*** Opening of Supplied records ***

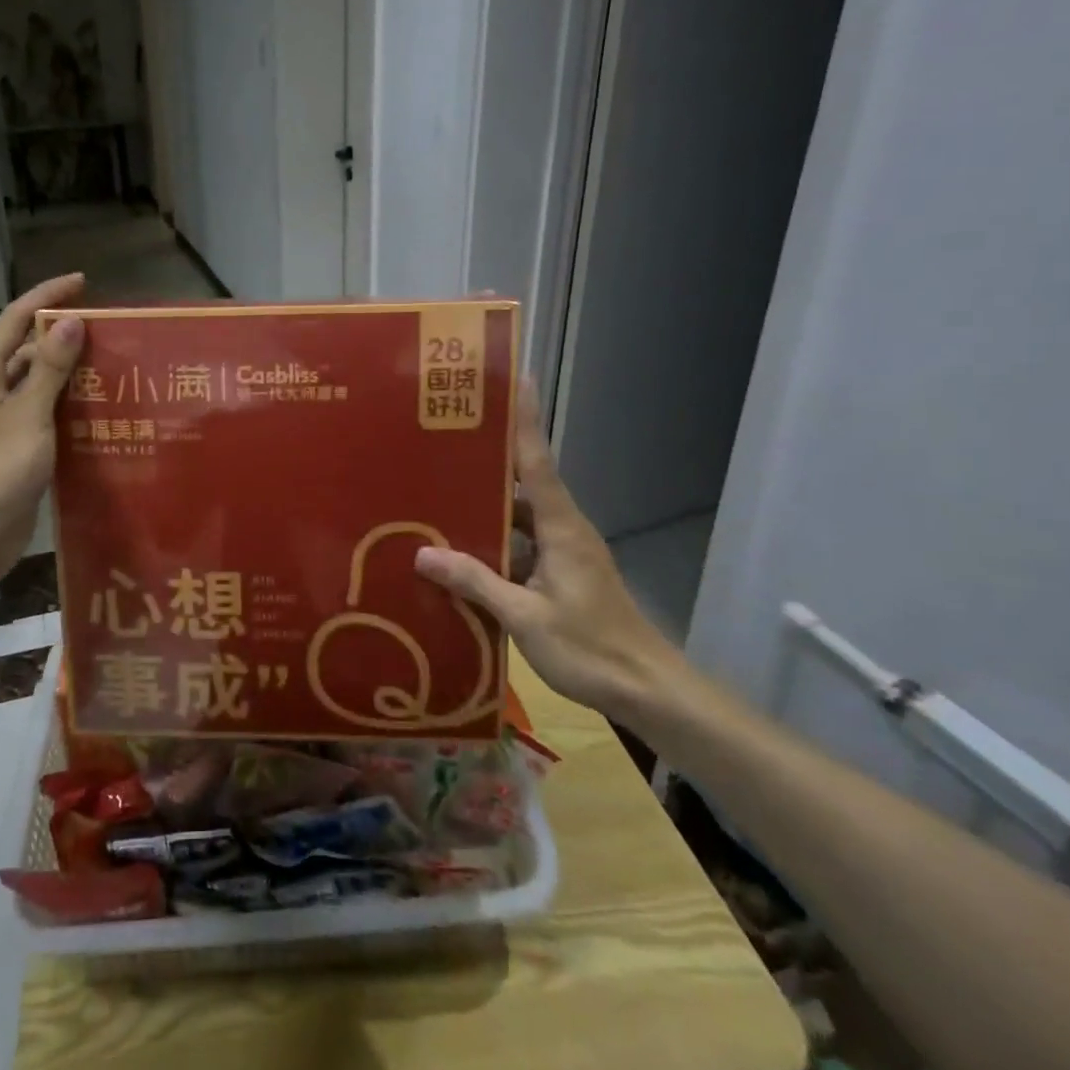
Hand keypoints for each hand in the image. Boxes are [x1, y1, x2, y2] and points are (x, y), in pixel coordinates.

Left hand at [0, 273, 86, 585]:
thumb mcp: (28, 413)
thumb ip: (50, 367)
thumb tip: (72, 321)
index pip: (15, 318)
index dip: (48, 296)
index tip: (84, 282)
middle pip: (26, 350)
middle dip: (64, 337)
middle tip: (110, 332)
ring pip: (38, 385)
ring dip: (70, 374)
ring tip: (114, 366)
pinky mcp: (14, 449)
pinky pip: (44, 416)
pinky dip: (68, 408)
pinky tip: (100, 410)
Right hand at [413, 383, 690, 722]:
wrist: (646, 690)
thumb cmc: (590, 648)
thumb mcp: (525, 617)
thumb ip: (475, 582)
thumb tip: (424, 553)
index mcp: (561, 528)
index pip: (537, 461)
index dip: (524, 419)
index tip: (513, 378)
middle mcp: (564, 530)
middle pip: (522, 484)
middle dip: (485, 461)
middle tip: (441, 442)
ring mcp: (564, 554)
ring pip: (518, 519)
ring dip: (484, 509)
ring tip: (436, 498)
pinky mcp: (560, 576)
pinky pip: (520, 546)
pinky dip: (492, 544)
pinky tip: (458, 555)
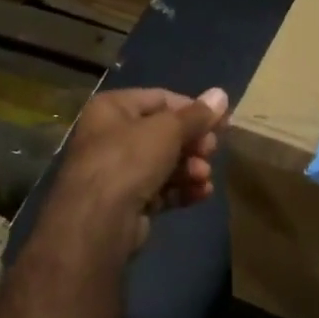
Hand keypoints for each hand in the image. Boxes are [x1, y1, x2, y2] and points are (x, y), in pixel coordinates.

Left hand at [49, 86, 230, 254]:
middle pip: (164, 133)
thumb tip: (221, 94)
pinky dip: (181, 189)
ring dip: (190, 168)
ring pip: (164, 162)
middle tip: (211, 151)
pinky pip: (160, 188)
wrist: (97, 222)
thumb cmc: (129, 161)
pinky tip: (201, 194)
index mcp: (112, 108)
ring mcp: (117, 171)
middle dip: (193, 143)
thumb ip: (197, 115)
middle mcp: (110, 135)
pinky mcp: (126, 201)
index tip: (221, 122)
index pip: (161, 99)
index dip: (193, 109)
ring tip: (204, 177)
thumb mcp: (168, 131)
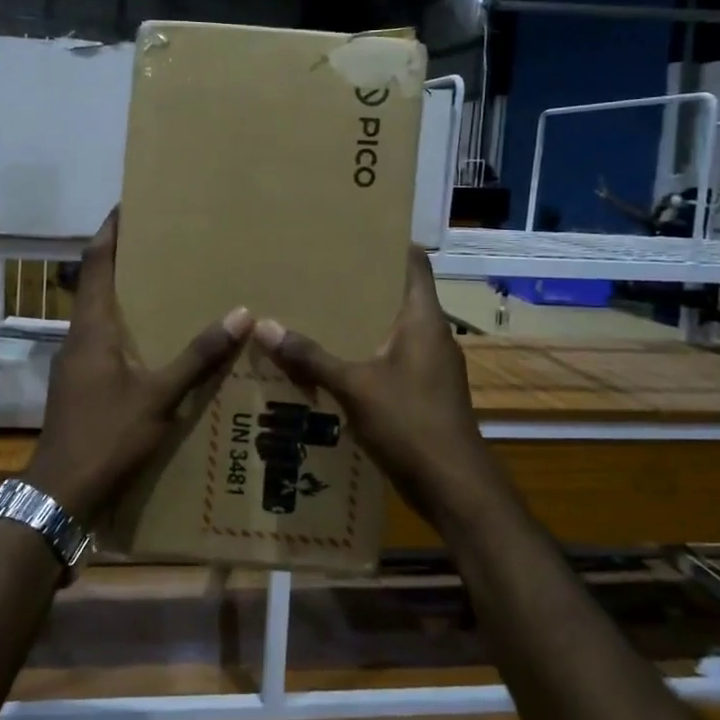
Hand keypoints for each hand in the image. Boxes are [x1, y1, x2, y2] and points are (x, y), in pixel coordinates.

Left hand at [26, 211, 253, 523]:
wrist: (60, 494)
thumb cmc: (107, 438)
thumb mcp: (160, 398)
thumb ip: (198, 357)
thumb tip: (239, 314)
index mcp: (92, 330)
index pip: (96, 264)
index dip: (110, 232)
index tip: (128, 205)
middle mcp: (78, 338)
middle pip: (96, 285)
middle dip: (123, 260)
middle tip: (161, 242)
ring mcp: (74, 365)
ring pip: (99, 316)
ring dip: (124, 296)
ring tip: (164, 285)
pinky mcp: (78, 387)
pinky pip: (102, 343)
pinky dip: (125, 329)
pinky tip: (152, 343)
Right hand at [254, 248, 492, 518]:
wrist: (454, 488)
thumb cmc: (411, 424)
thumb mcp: (354, 386)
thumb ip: (311, 357)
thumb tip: (265, 326)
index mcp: (424, 320)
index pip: (413, 264)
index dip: (389, 244)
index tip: (353, 232)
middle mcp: (432, 336)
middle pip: (397, 297)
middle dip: (360, 286)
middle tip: (317, 271)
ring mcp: (430, 368)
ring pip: (390, 332)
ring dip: (358, 324)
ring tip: (315, 312)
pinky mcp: (423, 394)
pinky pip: (389, 362)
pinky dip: (362, 356)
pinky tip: (329, 363)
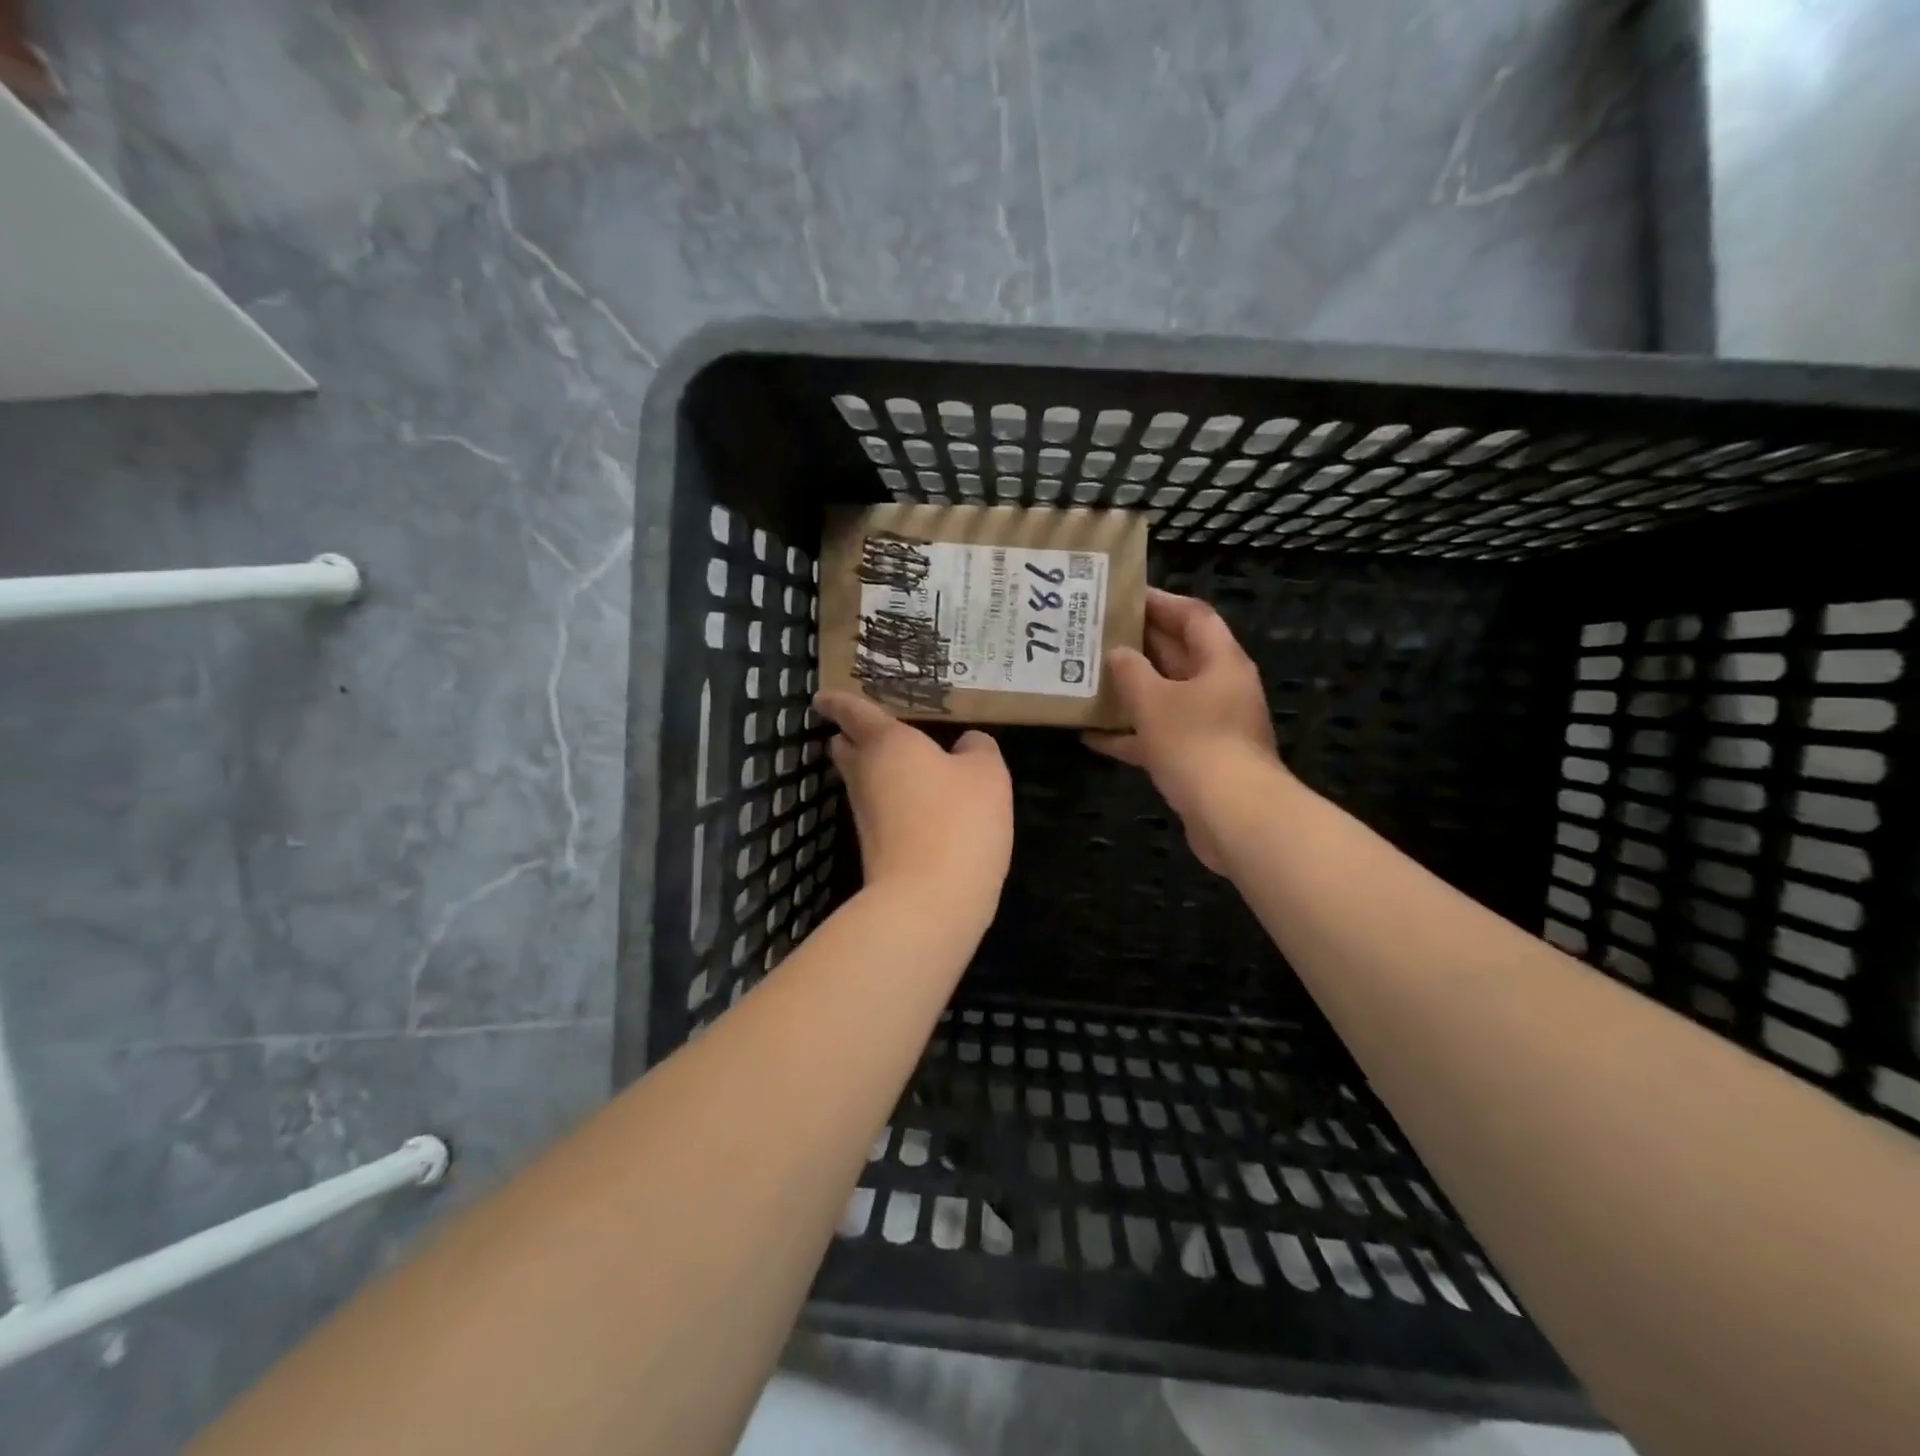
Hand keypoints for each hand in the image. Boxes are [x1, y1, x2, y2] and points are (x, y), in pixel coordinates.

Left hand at [814, 691, 1013, 929]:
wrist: (929, 902)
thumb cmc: (958, 821)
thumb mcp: (988, 774)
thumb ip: (978, 749)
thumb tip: (967, 745)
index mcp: (887, 743)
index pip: (853, 711)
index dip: (838, 700)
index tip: (823, 697)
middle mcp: (865, 774)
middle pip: (846, 748)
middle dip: (852, 737)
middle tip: (872, 729)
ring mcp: (865, 815)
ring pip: (862, 781)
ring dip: (877, 771)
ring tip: (908, 764)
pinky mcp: (874, 848)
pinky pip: (880, 810)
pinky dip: (894, 801)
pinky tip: (921, 805)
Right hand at [1085, 588, 1280, 871]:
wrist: (1233, 816)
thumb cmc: (1195, 744)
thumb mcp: (1154, 700)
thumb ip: (1131, 672)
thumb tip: (1118, 654)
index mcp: (1220, 662)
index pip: (1193, 616)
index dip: (1160, 602)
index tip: (1123, 596)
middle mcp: (1220, 688)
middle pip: (1178, 655)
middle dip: (1139, 645)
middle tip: (1095, 635)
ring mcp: (1211, 725)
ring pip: (1166, 697)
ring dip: (1131, 691)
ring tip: (1089, 680)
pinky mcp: (1198, 759)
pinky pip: (1160, 735)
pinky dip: (1131, 734)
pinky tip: (1092, 736)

*** Close of Supplied records ***

# Task objective
Where an image appears in the data, skip it, and return the rest verbatim.

# Answer section
Hand keypoints for each hand in the image. Boxes are [x1, y1, x2, y2] and points are (x, y), in pixel coordinates.

Left hand at [0, 273, 86, 585]:
thumb mcp: (28, 413)
thumb ip: (50, 367)
thumb tip: (72, 321)
index pip: (15, 318)
index dip: (48, 296)
index tip: (84, 282)
middle pip: (26, 350)
middle dip: (64, 337)
middle tip: (110, 332)
ring pip: (38, 385)
ring dip: (70, 374)
ring tip: (114, 366)
pinky mcp: (14, 449)
pinky pip: (44, 416)
pinky dip: (68, 408)
pinky tip: (100, 410)
Right hand at [413, 383, 690, 722]:
wrist: (646, 690)
thumb cmc: (590, 648)
thumb mcp: (525, 617)
thumb ip: (475, 582)
thumb tip: (424, 553)
index mcp: (561, 528)
index pip: (537, 461)
index dip: (524, 419)
index tip: (513, 378)
middle mcp: (564, 530)
middle pip: (522, 484)
middle dip: (485, 461)
middle tip: (441, 442)
ring mcp: (564, 554)
ring pip: (518, 519)
ring dip: (484, 509)
ring tip: (436, 498)
pinky mcp: (560, 576)
pinky pip: (520, 546)
pinky dip: (492, 544)
pinky tip: (458, 555)
Hand keypoints for each hand in the image. Boxes are [x1, y1, x2, y2] and points are (x, y), in pixel coordinates.

Left hand at [49, 86, 230, 254]:
middle pip: (164, 133)
thumb tip: (221, 94)
pinky dip: (181, 189)
ring dip: (190, 168)
ring pip: (164, 162)
middle tip: (211, 151)
pinky pip: (160, 188)
wrist: (97, 222)
thumb cmc: (129, 161)
pinky tip: (201, 194)
index mcp: (112, 108)
ring mcp: (117, 171)
middle dip: (193, 143)
thumb ip: (197, 115)
middle mcp: (110, 135)
pinky mcp: (126, 201)
index tip: (221, 122)
index pip: (161, 99)
index dip: (193, 109)
ring tip: (204, 177)
thumb mcp: (168, 131)
Hand keypoints for each hand in the image. Boxes are [x1, y1, x2, y2] and points are (x, y), in pixel coordinates.

Left hand at [26, 211, 253, 523]:
wrist: (60, 494)
thumb cmc: (107, 438)
thumb mcp: (160, 398)
thumb ip: (198, 357)
thumb tip: (239, 314)
index mcp: (92, 330)
index pip: (96, 264)
index dip: (110, 232)
index tip: (128, 205)
middle mcp: (78, 338)
middle pip: (96, 285)
middle dip: (123, 260)
middle tip: (161, 242)
ring mcp: (74, 365)
ring pip: (99, 316)
ring dip: (124, 296)
ring tip: (164, 285)
pinky mcp: (78, 387)
pinky pip: (102, 343)
pinky dip: (125, 329)
pinky tip: (152, 343)
Right hand at [254, 248, 492, 518]:
wrist: (454, 488)
thumb cmc: (411, 424)
thumb mcp: (354, 386)
thumb ip: (311, 357)
thumb tip: (265, 326)
index mcp: (424, 320)
index pip: (413, 264)
index dip: (389, 244)
index tip: (353, 232)
middle mcp: (432, 336)
middle pip: (397, 297)
middle dip: (360, 286)
middle tip: (317, 271)
ring mcp: (430, 368)
ring pip: (390, 332)
ring dip: (358, 324)
ring tip: (315, 312)
pinky mcp: (423, 394)
pinky pip: (389, 362)
pinky dip: (362, 356)
pinky tip: (329, 363)
Hand keypoints for each hand in the image. Boxes are [x1, y1, x2, y2] and points are (x, y), in pixel coordinates.

Left hand at [814, 691, 1013, 929]:
wrist: (929, 902)
thumb cmc: (958, 821)
thumb mcp: (988, 774)
thumb ip: (978, 749)
thumb tip: (967, 745)
index mcp: (887, 743)
index pip: (853, 711)
index dip: (838, 700)
index tip: (823, 697)
middle mcp: (865, 774)
middle pip: (846, 748)
middle dip: (852, 737)
middle tip: (872, 729)
ring mcp: (865, 815)
ring pip: (862, 781)
ring dip: (877, 771)
ring tip: (908, 764)
pinky mcp: (874, 848)
pinky pip: (880, 810)
pinky dip: (894, 801)
pinky tip: (921, 805)
Right hand at [1085, 588, 1280, 871]:
wrist: (1233, 816)
thumb cmc: (1195, 744)
thumb mcp: (1154, 700)
thumb ip: (1131, 672)
thumb tip: (1118, 654)
index mcp: (1220, 662)
index pip: (1193, 616)
index dip: (1160, 602)
index tip: (1123, 596)
middle mcp: (1220, 688)
middle pip: (1178, 655)
middle dip: (1139, 645)
middle tip: (1095, 635)
ring mcp: (1211, 725)
ring pip: (1166, 697)
ring dip: (1131, 691)
ring tip: (1089, 680)
pinky mcp: (1198, 759)
pinky pip: (1160, 735)
pinky dip: (1131, 734)
pinky tip: (1092, 736)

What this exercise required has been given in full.